RECORDS SHOWN:

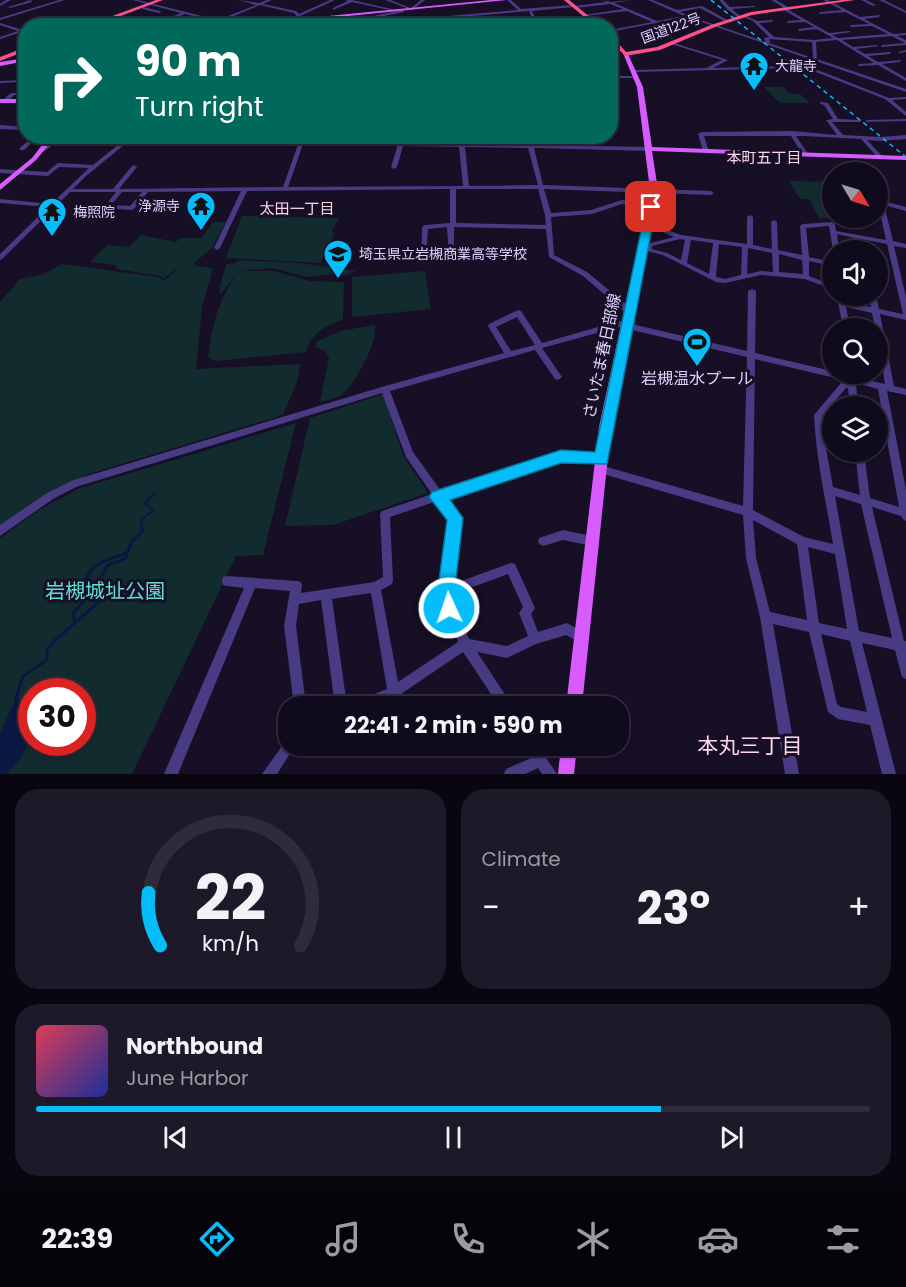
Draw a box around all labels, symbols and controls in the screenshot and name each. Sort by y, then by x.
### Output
street label: 国道122号 [638,8,704,48]
text: 90 m [135,32,242,91]
icon: right [36,42,114,120]
temple icon: 大龍寺 [738,50,770,92]
place label: 大龍寺 [775,56,817,76]
text: Turn right [135,88,264,125]
district label: 本町五丁目 [726,147,802,168]
north arrow [822,162,888,228]
map controls [822,162,888,462]
pin [625,181,676,232]
temple icon: 浄源寺 [185,190,217,232]
icon: arrive [634,190,667,223]
temple icon: 梅照院 [36,196,68,238]
place label: 浄源寺 [138,196,180,216]
district label: 太田一丁目 [259,198,335,219]
place label: 梅照院 [73,202,115,222]
school or university icon: 埼玉県立岩槻商業高等学校 [322,238,354,280]
button: sound [822,240,888,306]
place label: 埼玉県立岩槻商業高等学校 [359,244,527,264]
street label: さいたま春日部線 [577,291,627,421]
button: search [822,318,888,384]
sports icon: 岩槻温水プール [681,326,713,368]
place label: 岩槻温水プール [641,367,753,390]
button: layers [822,396,888,462]
position arrow [417,576,481,640]
park label: 岩槻城址公園 [45,577,165,605]
speed limit sign: 30 [18,678,96,756]
text: 22:41 · 2 min · 590 m [344,710,563,741]
district label: 本丸三丁目 [698,731,803,760]
text: Climate [482,845,561,873]
text: 22 [195,854,266,942]
text: 23° [637,877,710,940]
text: − [482,884,500,931]
text: + [847,884,870,931]
text: km/h [202,928,259,959]
text: Northbound [126,1031,263,1062]
text: June Harbor [126,1064,249,1092]
icon: previous [159,1121,192,1154]
icon: pause [437,1121,470,1154]
icon: next [715,1121,748,1154]
icon: directions [196,1218,238,1260]
icon: music [322,1218,364,1260]
icon: phone [447,1218,489,1260]
icon: climate [572,1218,614,1260]
icon: car [697,1218,739,1260]
icon: filters [822,1218,864,1260]
text: 22:39 [42,1220,113,1257]

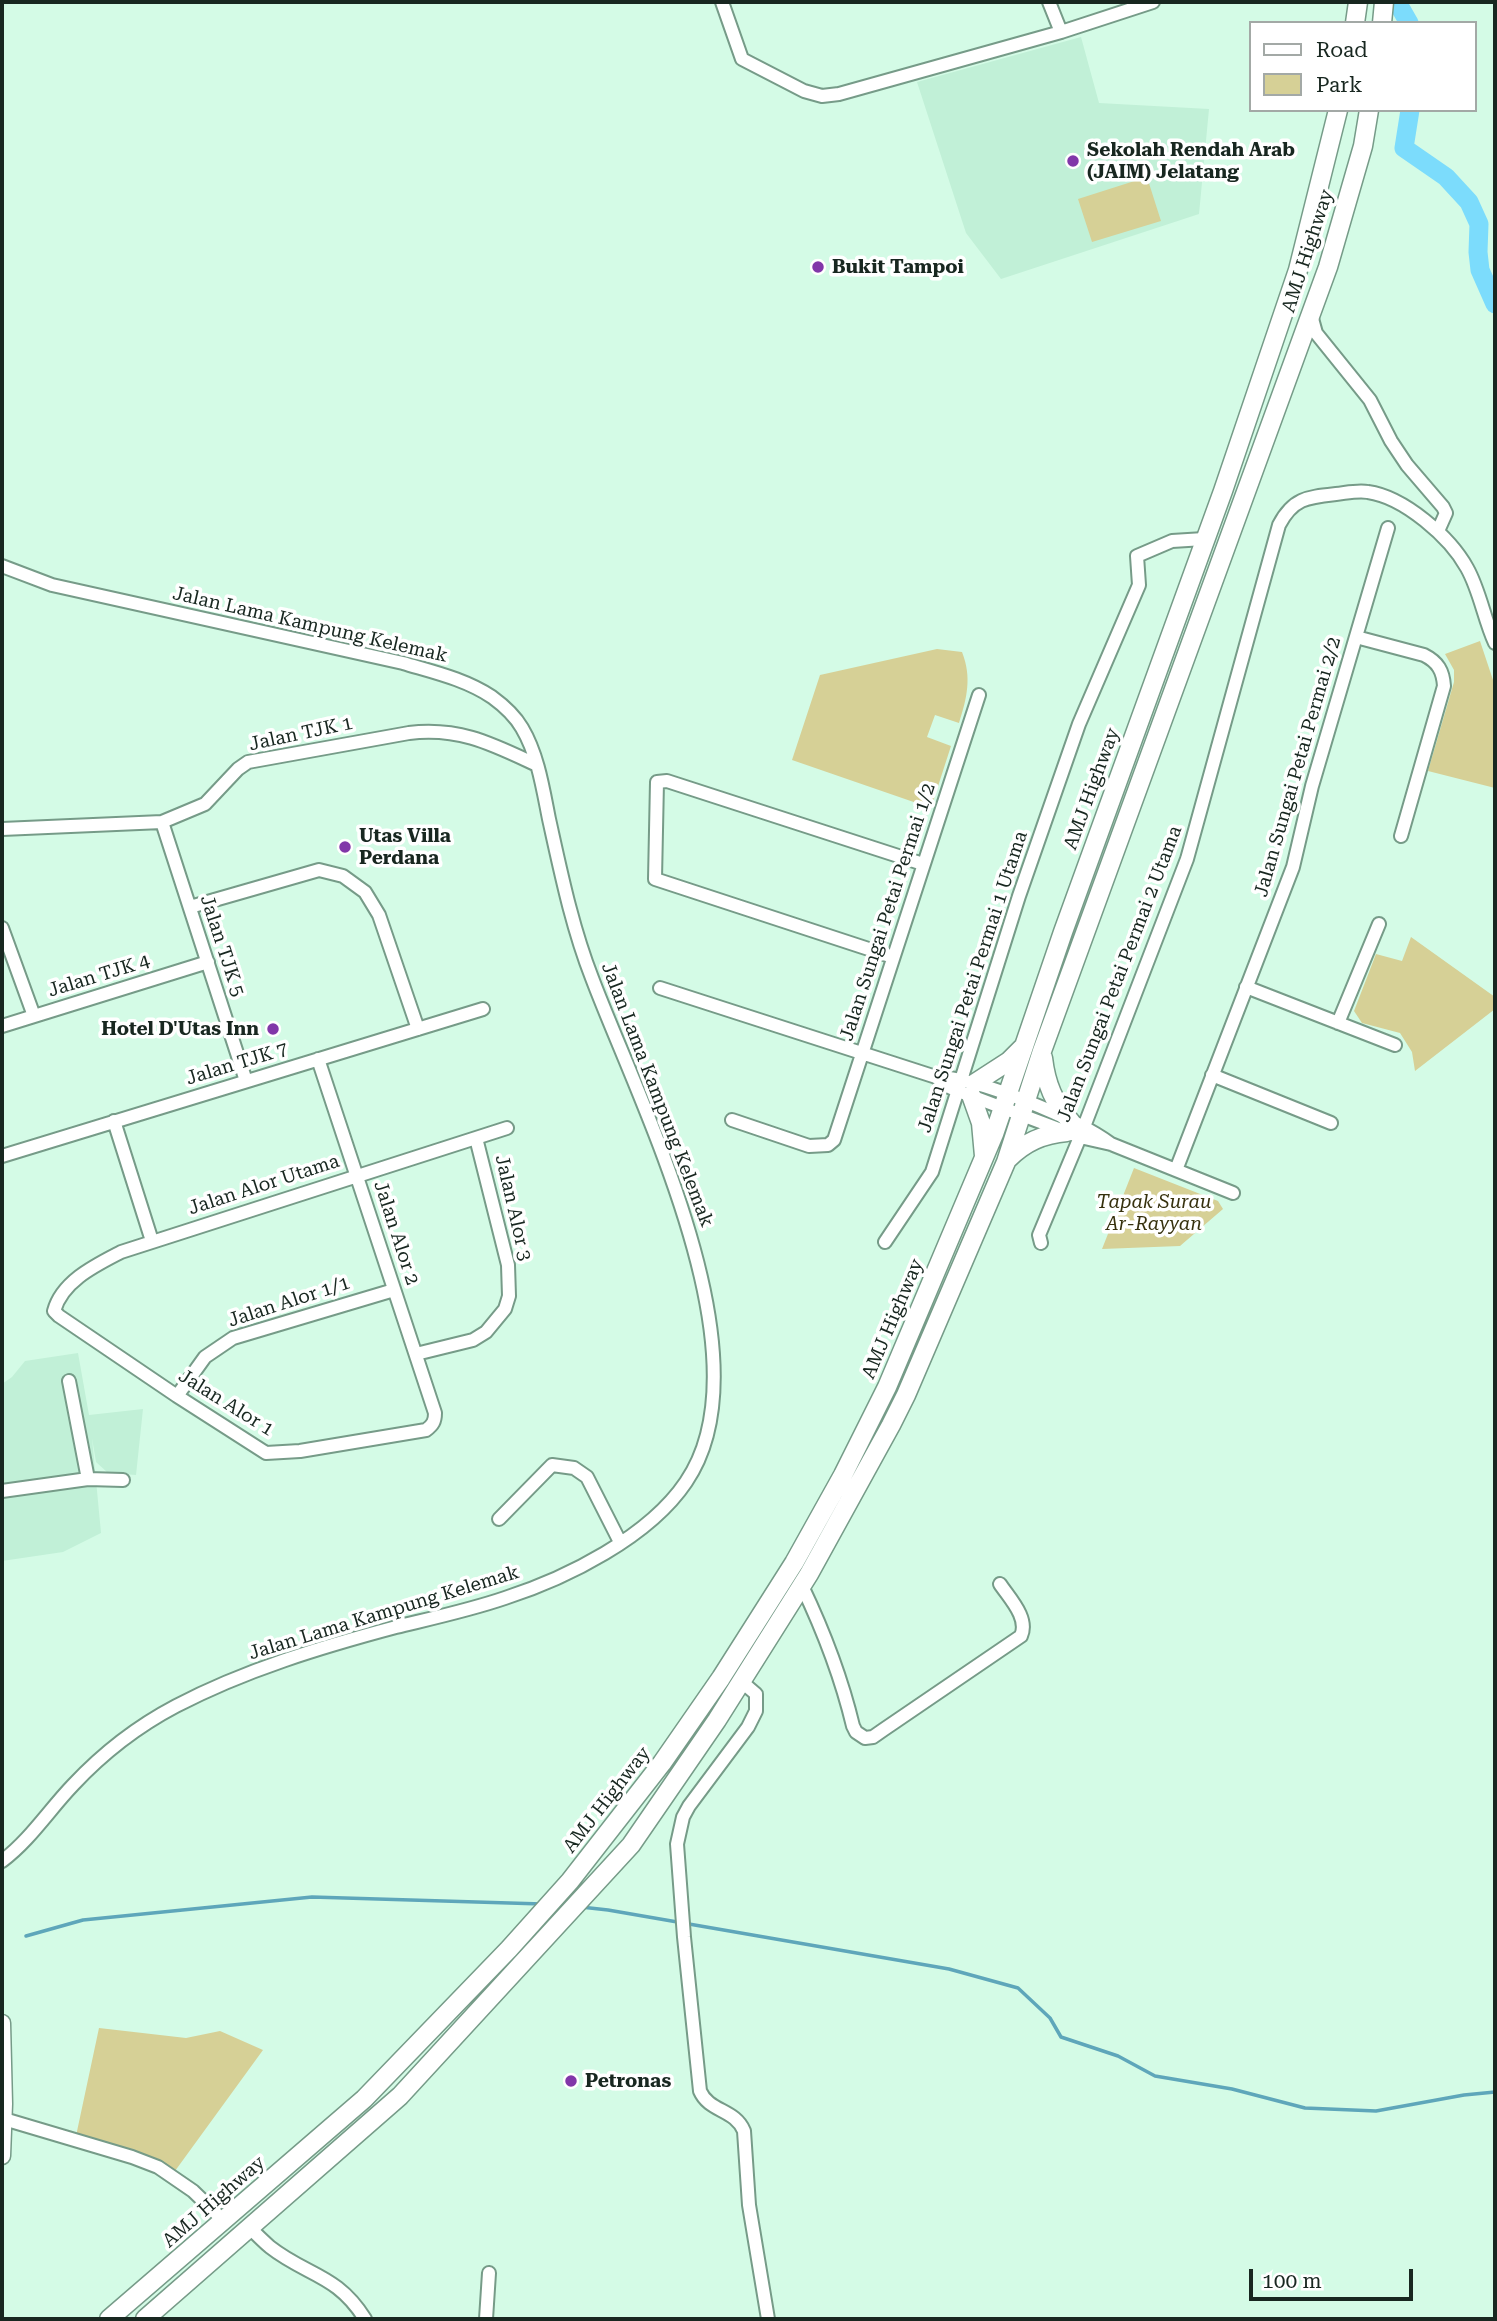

EXERCISE BRIEF:
All lines that contain the word "button" must be copied from the records above.

TASK ANSWER:
button: sound [822,240,888,306]
button: search [822,318,888,384]
button: layers [822,396,888,462]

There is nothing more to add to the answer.